Vai fazer falta a ironia, a irreverência (mesmo que, por vezes, tida como impúdica) deste exímio cronista. Juma Aiuba cumpriu com coragem uma missão espinhosa: criticar a hipocrisia viciada de muitos dos nossos costumes. A sua escrita foi uma contundente caricatura de alguns funcionários da maledicência que foram pagos e promovidos para inventar ódios e diabolizar os que têm a ousadia de pensar diferente.
Mia Couto
Escrevi num romance meu que o mais importante não é a casa onde moramos mas a casa que mora dentro de nós. Essa casa pode ser a Pátria.
A Pátria é uma palavra delicada. Foi (e continua a ser) usada com nobres propósitos. Mas também já foi usada por ditadores para manipular as pessoas. Serviu para justificar guerras, crimes, regimes de opressão. Em nome de Deus, da Pátria e da Família construíram-se tiranias, fabricaram-se ódios e campanhas de morte e sangue.
O cidadão está ansioso por escutar o noticiário. Assuntos graves, de urgência nacional pairam no ar. Ele liga a rádio e a notícia de abertura é a seguinte: no distrito de Namacurra a produção de milho deve ultrapassar a meta anual em 25 por cento. O cidadão suspira fundo e sintoniza uma estação televisiva: a notícia de abertura dá conta que um ministro realizou essa coisa completamente extraordinária que foi apelar para que se aumente a produtividade. O cidadão procura uma outra estação. E fica a saber que num bairro periférico de Lichinga um jovem matou a sogra à paulada.

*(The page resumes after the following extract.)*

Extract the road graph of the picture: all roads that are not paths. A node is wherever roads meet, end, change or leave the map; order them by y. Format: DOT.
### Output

O cidadão percebe que, para saber da realidade nacional, ele tem que procurar uma fonte noticiosa estrangeira. E foi o que ele fez naquele dia. E o que fez nos restantes dias. Para saber do seu país, ele passou a escutar noticiários de fora. Um dia, o vizinho, acusa-o de falta de orgulho nacional. E defende que a planificação agrícola no distrito de Namacurra é um assunto absolutamente global. E que é ainda mais vital saber o que diz um nosso ministro sobretudo quando ele não diz nada. E conclui o vizinho: você, meu caro, é um pobre manipulado. O cidadão não reage bem, exige explicações. Está a ver, isso de exigir explicações já é coisa da mão externa, declara o vizinho. O que acontece quando a pessoa começa a saber. Vai querer saber mais, vai quer debater, vai querer pensar pela sua cabeça. E a pessoa pensar pela sua cabeça, isso só pode ser uma ideia vindas de fora.

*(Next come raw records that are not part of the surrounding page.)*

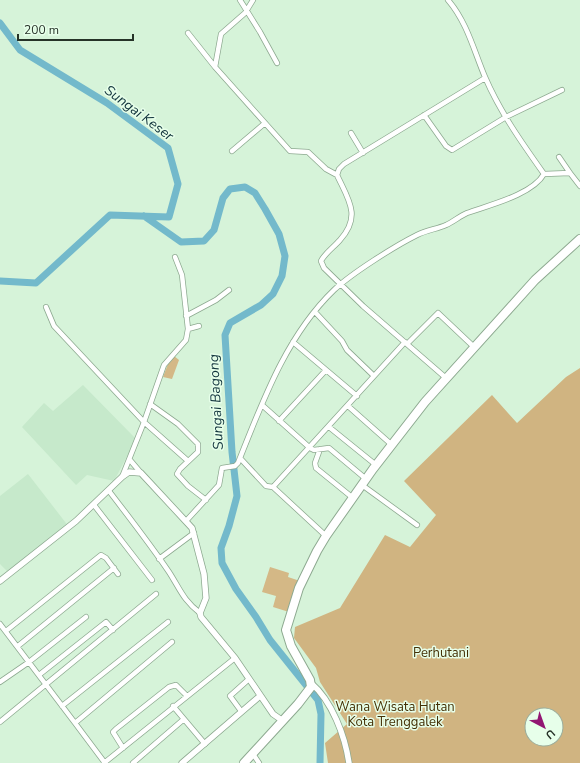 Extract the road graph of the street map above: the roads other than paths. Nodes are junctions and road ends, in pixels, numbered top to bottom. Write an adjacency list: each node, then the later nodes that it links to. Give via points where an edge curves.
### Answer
1 (240, 0): 4 (street)
2 (253, 0): 4 (street)
3 (448, 0): 8 (street, via 464,26)
4 (246, 11): 6 (street); 7 (street, via 221,34)
5 (188, 33): 7 (street)
6 (277, 63)
7 (215, 67): 12 (street)
8 (485, 78): 10 (street); 11 (street)
9 (562, 90): 11 (street)
10 (424, 115): 11 (street, via 450,150); 15 (street)
11 (506, 117): 18 (street)
12 (265, 123): 14 (street); 19 (street, via 290,151 308,152 326,169)
13 (351, 133): 15 (street)
14 (232, 151)
15 (363, 153): 19 (street, via 344,164)
16 (559, 157): 17 (street)
17 (570, 173): 18 (street); 20 (street)
18 (544, 174): 23 (street, via 530,187 409,239)
19 (337, 175): 23 (street, via 351,203 351,221 346,232 321,263)
20 (580, 186)
21 (580, 239): 32 (highway, via 535,280)
22 (175, 257): 27 (street, via 182,275)
23 (341, 285): 26 (street); 31 (street)
24 (229, 290): 27 (street)
25 (46, 307): 41 (street, via 54,326)
26 (315, 312): 30 (street); 34 (street, via 347,350)
27 (186, 316): 29 (street)
28 (199, 326): 29 (street)
29 (188, 329): 37 (street, via 186,340 164,365)
30 (293, 342): 33 (street); 38 (street)
31 (406, 343): 32 (street, via 438,313); 34 (street); 35 (street)
32 (474, 347): 35 (highway)
33 (326, 370): 36 (street); 40 (street)
34 (374, 376): 36 (street)
35 (446, 378): 43 (highway)
36 (357, 396): 39 (street)
37 (150, 404): 41 (street); 48 (street, via 178,424 198,444 199,450)
38 (262, 405): 40 (street); 46 (street)
39 (348, 406): 42 (street); 43 (street)
40 (279, 421): 44 (street)
41 (144, 422): 47 (street); 48 (street)
42 (329, 427): 44 (street); 49 (street)
43 (392, 444): 49 (highway)
44 (310, 448): 45 (street); 53 (street)
45 (320, 449): 52 (street, via 329,448); 55 (street, via 315,463 316,468)
46 (240, 458): 53 (street, via 266,486); 56 (street, via 235,466 223,467 219,485)
47 (130, 460): 50 (street); 51 (street)
48 (188, 461): 56 (street, via 178,476)
49 (376, 465): 52 (highway)
50 (141, 474): 51 (street, via 129,472); 58 (street)
51 (122, 477): 54 (street)
52 (364, 482): 55 (highway); 59 (street)
53 (274, 487): 61 (street)
54 (108, 491): 57 (street); 62 (street, via 134,522)
55 (353, 498): 61 (highway)
56 (206, 500): 58 (street)
57 (94, 505): 65 (street); 66 (street)
58 (186, 521): 60 (street)
59 (417, 524)
60 (194, 533): 62 (street); 68 (street, via 204,574 206,598)
61 (326, 536): 82 (highway, via 299,588 286,630 291,646 303,664)
62 (159, 559): 68 (street, via 170,572 180,593)
63 (114, 568): 64 (street); 73 (street, via 104,556 97,557); 75 (street)
64 (118, 574)
65 (152, 580)
66 (0, 581)
67 (156, 594): 72 (street)
68 (200, 613): 76 (street)
69 (86, 617): 77 (street)
70 (168, 622): 85 (street)
71 (0, 624): 73 (street)
72 (113, 630): 78 (street, via 106,622); 81 (street)
73 (6, 631): 75 (street)
74 (172, 642): 91 (street)
75 (18, 646): 77 (street)
76 (235, 658): 79 (street); 83 (street)
77 (29, 662): 78 (street); 80 (street)
78 (39, 675): 81 (street)
79 (249, 679): 84 (street); 87 (street, via 230,697)
80 (0, 682)
81 (47, 685): 85 (street); 90 (street)
82 (311, 685): 89 (highway); 100 (street, via 325,698 342,735)
83 (187, 696): 86 (street); 93 (street, via 176,685 169,687 116,729 113,735)
84 (260, 696): 87 (street); 89 (street, via 273,714)
85 (62, 706): 91 (street)
86 (173, 706): 88 (street); 93 (street)
87 (241, 711): 92 (street)
88 (184, 719): 92 (street); 96 (street)
89 (283, 721): 94 (highway)
90 (0, 722)
91 (75, 723): 95 (street)
92 (204, 744): 97 (street)
93 (123, 748): 95 (street)
94 (253, 754): 98 (highway); 99 (street)
95 (104, 763)
96 (133, 763)
97 (182, 763)
98 (244, 763)
99 (259, 763)
100 (349, 763)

Veja o caso do Manuel Chang. Se continuássemos a não falar dele tudo estaria melhor. Não teríamos nada para falar. Você ficaria satisfeito com os noticiários nacionais que falam do cumprimento das metas do milho em Namarrói. Em Namacurra, corrige o cidadão. Um autêntico patriota, como eu, tem confiança, não anda para aí a querer saber de tudo e mais alguma coisa. Isso de querer saber, meu caro, não faz parte da autêntica cultura africana, isso é coisa que vem de fora, queixa-se o vizinho. Mas não acha, argumenta timidamente o cidadão, não acha que é bom que se discuta, dentro de Moçambique e entre moçambicanos, os assuntos que nos dizem respeito? E não acha, pergunta o cidadão já mais empolgado, que os que reclamam que não paguemos as dívidas ilegais sejam mais patriotas que os que aceitam tudo e mais alguma coisa? E não há mão externa nas dívidas ocultas dos que, como eu, querem saber de como iremos pagar?

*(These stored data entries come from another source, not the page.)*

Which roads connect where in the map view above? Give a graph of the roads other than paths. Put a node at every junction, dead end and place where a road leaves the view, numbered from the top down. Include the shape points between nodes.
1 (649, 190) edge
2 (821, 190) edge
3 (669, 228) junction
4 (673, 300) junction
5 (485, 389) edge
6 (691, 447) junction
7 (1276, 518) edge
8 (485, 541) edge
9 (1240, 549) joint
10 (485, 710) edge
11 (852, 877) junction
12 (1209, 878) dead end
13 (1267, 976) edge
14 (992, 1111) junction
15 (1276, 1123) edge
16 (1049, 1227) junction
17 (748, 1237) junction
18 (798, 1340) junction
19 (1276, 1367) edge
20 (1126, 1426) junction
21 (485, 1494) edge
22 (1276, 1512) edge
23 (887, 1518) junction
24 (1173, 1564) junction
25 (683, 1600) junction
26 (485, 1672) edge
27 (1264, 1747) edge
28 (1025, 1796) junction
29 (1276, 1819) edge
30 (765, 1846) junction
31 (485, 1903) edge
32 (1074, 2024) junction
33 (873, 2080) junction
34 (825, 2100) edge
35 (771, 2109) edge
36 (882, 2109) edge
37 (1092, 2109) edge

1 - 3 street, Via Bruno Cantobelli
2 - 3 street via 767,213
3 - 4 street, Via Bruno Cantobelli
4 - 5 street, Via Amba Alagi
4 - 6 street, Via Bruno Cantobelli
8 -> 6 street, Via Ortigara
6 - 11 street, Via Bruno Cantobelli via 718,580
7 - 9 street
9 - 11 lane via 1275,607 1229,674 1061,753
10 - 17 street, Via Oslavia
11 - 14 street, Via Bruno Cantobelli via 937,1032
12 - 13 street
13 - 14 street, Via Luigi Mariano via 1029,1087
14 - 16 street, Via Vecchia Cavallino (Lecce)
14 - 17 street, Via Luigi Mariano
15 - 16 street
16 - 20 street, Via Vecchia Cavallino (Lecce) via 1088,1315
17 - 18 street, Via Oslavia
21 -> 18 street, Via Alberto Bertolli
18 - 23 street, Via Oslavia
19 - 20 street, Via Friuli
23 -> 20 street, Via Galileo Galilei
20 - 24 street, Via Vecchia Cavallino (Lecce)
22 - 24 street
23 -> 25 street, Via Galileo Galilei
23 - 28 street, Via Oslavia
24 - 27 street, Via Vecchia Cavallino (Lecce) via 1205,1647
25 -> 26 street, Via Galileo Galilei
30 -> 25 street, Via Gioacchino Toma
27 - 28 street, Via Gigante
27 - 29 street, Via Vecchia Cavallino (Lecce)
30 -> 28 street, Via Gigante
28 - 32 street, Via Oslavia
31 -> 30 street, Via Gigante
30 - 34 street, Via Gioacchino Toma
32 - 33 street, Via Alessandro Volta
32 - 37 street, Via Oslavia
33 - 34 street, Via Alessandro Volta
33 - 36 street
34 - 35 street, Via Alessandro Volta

O vizinho, suspira exausto e, já em desespero, pergunta: quem lhe está a pagar, meu caro caro cidadão? Quem lhe paga para questionar os que receberam empréstimos de fora e que, coerentes com o seu amor pátrio, colocam esse dinheiro sujo no exterior? Não lhe passou na cabeça que esses que lavam o dinheiro no exterior o fazem por verdadeiro nacionalismo, apenas para não sujar o chão da nossa bela pátria amada?
O cidadão retirou-se e afastou-se pela rua movimentada. Sentiu que lhe mexiam no bolso do casaco. Não reagiu com medo que fosse a mão externa.